#### [Problem to work on]
For this exercise, output every line of the data as it stands.

#### [Information shown]
************
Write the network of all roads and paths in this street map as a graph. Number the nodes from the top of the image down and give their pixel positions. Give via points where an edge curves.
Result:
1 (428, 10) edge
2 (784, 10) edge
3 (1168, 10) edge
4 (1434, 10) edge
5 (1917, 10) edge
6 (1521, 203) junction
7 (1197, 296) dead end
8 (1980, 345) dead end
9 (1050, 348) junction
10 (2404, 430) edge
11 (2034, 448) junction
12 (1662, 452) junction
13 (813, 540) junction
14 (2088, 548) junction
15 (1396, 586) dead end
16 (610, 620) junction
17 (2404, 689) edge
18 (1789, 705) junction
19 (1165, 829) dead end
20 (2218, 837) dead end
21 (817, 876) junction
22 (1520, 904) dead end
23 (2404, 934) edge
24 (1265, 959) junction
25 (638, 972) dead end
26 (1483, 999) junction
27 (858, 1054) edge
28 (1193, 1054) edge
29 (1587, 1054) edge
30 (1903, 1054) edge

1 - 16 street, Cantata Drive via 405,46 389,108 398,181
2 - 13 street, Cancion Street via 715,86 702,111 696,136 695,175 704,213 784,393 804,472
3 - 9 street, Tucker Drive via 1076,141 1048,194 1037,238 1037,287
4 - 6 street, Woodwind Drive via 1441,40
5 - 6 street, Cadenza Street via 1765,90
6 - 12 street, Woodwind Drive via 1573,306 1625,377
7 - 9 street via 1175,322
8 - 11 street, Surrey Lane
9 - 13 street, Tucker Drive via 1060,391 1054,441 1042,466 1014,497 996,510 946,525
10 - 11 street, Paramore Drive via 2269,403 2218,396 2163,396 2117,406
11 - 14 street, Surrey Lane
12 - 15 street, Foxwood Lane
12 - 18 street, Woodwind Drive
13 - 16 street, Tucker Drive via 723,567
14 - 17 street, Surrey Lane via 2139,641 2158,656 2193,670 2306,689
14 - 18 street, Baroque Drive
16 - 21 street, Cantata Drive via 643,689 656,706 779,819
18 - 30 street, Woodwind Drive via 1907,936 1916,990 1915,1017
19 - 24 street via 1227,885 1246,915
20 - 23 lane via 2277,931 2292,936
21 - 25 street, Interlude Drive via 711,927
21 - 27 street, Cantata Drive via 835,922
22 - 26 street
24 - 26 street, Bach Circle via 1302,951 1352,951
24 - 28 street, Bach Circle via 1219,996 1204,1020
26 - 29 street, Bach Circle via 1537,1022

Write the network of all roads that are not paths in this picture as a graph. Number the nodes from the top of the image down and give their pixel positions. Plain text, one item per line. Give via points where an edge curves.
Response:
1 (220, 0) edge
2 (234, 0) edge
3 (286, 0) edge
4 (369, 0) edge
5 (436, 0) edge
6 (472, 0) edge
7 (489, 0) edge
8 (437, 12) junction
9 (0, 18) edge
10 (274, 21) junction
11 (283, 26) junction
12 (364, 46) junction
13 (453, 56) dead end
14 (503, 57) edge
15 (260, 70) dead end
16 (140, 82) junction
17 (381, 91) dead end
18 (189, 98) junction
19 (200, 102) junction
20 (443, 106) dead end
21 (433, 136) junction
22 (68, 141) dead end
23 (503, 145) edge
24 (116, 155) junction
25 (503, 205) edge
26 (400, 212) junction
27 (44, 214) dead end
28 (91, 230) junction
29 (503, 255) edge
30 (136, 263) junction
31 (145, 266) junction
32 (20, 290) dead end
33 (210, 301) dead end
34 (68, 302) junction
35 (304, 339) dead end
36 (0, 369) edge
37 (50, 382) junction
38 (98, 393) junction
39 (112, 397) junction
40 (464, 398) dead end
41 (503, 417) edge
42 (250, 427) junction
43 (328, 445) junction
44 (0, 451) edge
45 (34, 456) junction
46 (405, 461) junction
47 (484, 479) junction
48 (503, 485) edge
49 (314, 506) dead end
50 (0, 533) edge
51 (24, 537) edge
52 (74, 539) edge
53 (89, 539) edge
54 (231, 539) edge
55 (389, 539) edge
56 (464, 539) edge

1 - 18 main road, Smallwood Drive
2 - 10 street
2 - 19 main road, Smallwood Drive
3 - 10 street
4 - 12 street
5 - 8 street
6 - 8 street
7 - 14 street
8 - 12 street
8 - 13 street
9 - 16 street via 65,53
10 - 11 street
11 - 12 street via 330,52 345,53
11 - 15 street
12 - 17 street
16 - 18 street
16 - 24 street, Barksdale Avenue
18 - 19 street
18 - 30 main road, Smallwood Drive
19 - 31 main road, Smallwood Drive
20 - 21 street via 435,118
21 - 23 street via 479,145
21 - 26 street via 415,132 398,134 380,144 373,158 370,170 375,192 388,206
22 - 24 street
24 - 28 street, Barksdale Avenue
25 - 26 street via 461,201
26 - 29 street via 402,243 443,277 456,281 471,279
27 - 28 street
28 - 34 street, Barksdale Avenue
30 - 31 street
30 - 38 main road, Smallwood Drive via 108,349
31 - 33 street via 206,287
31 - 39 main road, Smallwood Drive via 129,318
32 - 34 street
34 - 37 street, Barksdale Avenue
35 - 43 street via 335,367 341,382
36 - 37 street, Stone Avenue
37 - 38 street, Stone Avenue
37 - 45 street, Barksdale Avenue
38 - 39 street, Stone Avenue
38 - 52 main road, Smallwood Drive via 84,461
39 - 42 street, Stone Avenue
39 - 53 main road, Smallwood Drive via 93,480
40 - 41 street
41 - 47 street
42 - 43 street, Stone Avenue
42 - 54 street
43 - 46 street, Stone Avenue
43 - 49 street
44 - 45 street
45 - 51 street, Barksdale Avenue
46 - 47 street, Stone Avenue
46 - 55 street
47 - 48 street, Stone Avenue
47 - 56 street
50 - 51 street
************
#### [Exercise solution]
Write the network of all roads and paths in this street map as a graph. Number the nodes from the top of the image down and give their pixel positions. Give via points where an edge curves.
Result:
1 (428, 10) edge
2 (784, 10) edge
3 (1168, 10) edge
4 (1434, 10) edge
5 (1917, 10) edge
6 (1521, 203) junction
7 (1197, 296) dead end
8 (1980, 345) dead end
9 (1050, 348) junction
10 (2404, 430) edge
11 (2034, 448) junction
12 (1662, 452) junction
13 (813, 540) junction
14 (2088, 548) junction
15 (1396, 586) dead end
16 (610, 620) junction
17 (2404, 689) edge
18 (1789, 705) junction
19 (1165, 829) dead end
20 (2218, 837) dead end
21 (817, 876) junction
22 (1520, 904) dead end
23 (2404, 934) edge
24 (1265, 959) junction
25 (638, 972) dead end
26 (1483, 999) junction
27 (858, 1054) edge
28 (1193, 1054) edge
29 (1587, 1054) edge
30 (1903, 1054) edge

1 - 16 street, Cantata Drive via 405,46 389,108 398,181
2 - 13 street, Cancion Street via 715,86 702,111 696,136 695,175 704,213 784,393 804,472
3 - 9 street, Tucker Drive via 1076,141 1048,194 1037,238 1037,287
4 - 6 street, Woodwind Drive via 1441,40
5 - 6 street, Cadenza Street via 1765,90
6 - 12 street, Woodwind Drive via 1573,306 1625,377
7 - 9 street via 1175,322
8 - 11 street, Surrey Lane
9 - 13 street, Tucker Drive via 1060,391 1054,441 1042,466 1014,497 996,510 946,525
10 - 11 street, Paramore Drive via 2269,403 2218,396 2163,396 2117,406
11 - 14 street, Surrey Lane
12 - 15 street, Foxwood Lane
12 - 18 street, Woodwind Drive
13 - 16 street, Tucker Drive via 723,567
14 - 17 street, Surrey Lane via 2139,641 2158,656 2193,670 2306,689
14 - 18 street, Baroque Drive
16 - 21 street, Cantata Drive via 643,689 656,706 779,819
18 - 30 street, Woodwind Drive via 1907,936 1916,990 1915,1017
19 - 24 street via 1227,885 1246,915
20 - 23 lane via 2277,931 2292,936
21 - 25 street, Interlude Drive via 711,927
21 - 27 street, Cantata Drive via 835,922
22 - 26 street
24 - 26 street, Bach Circle via 1302,951 1352,951
24 - 28 street, Bach Circle via 1219,996 1204,1020
26 - 29 street, Bach Circle via 1537,1022

Write the network of all roads that are not paths in this picture as a graph. Number the nodes from the top of the image down and give their pixel positions. Plain text, one item per line. Give via points where an edge curves.
Response:
1 (220, 0) edge
2 (234, 0) edge
3 (286, 0) edge
4 (369, 0) edge
5 (436, 0) edge
6 (472, 0) edge
7 (489, 0) edge
8 (437, 12) junction
9 (0, 18) edge
10 (274, 21) junction
11 (283, 26) junction
12 (364, 46) junction
13 (453, 56) dead end
14 (503, 57) edge
15 (260, 70) dead end
16 (140, 82) junction
17 (381, 91) dead end
18 (189, 98) junction
19 (200, 102) junction
20 (443, 106) dead end
21 (433, 136) junction
22 (68, 141) dead end
23 (503, 145) edge
24 (116, 155) junction
25 (503, 205) edge
26 (400, 212) junction
27 (44, 214) dead end
28 (91, 230) junction
29 (503, 255) edge
30 (136, 263) junction
31 (145, 266) junction
32 (20, 290) dead end
33 (210, 301) dead end
34 (68, 302) junction
35 (304, 339) dead end
36 (0, 369) edge
37 (50, 382) junction
38 (98, 393) junction
39 (112, 397) junction
40 (464, 398) dead end
41 (503, 417) edge
42 (250, 427) junction
43 (328, 445) junction
44 (0, 451) edge
45 (34, 456) junction
46 (405, 461) junction
47 (484, 479) junction
48 (503, 485) edge
49 (314, 506) dead end
50 (0, 533) edge
51 (24, 537) edge
52 (74, 539) edge
53 (89, 539) edge
54 (231, 539) edge
55 (389, 539) edge
56 (464, 539) edge

1 - 18 main road, Smallwood Drive
2 - 10 street
2 - 19 main road, Smallwood Drive
3 - 10 street
4 - 12 street
5 - 8 street
6 - 8 street
7 - 14 street
8 - 12 street
8 - 13 street
9 - 16 street via 65,53
10 - 11 street
11 - 12 street via 330,52 345,53
11 - 15 street
12 - 17 street
16 - 18 street
16 - 24 street, Barksdale Avenue
18 - 19 street
18 - 30 main road, Smallwood Drive
19 - 31 main road, Smallwood Drive
20 - 21 street via 435,118
21 - 23 street via 479,145
21 - 26 street via 415,132 398,134 380,144 373,158 370,170 375,192 388,206
22 - 24 street
24 - 28 street, Barksdale Avenue
25 - 26 street via 461,201
26 - 29 street via 402,243 443,277 456,281 471,279
27 - 28 street
28 - 34 street, Barksdale Avenue
30 - 31 street
30 - 38 main road, Smallwood Drive via 108,349
31 - 33 street via 206,287
31 - 39 main road, Smallwood Drive via 129,318
32 - 34 street
34 - 37 street, Barksdale Avenue
35 - 43 street via 335,367 341,382
36 - 37 street, Stone Avenue
37 - 38 street, Stone Avenue
37 - 45 street, Barksdale Avenue
38 - 39 street, Stone Avenue
38 - 52 main road, Smallwood Drive via 84,461
39 - 42 street, Stone Avenue
39 - 53 main road, Smallwood Drive via 93,480
40 - 41 street
41 - 47 street
42 - 43 street, Stone Avenue
42 - 54 street
43 - 46 street, Stone Avenue
43 - 49 street
44 - 45 street
45 - 51 street, Barksdale Avenue
46 - 47 street, Stone Avenue
46 - 55 street
47 - 48 street, Stone Avenue
47 - 56 street
50 - 51 street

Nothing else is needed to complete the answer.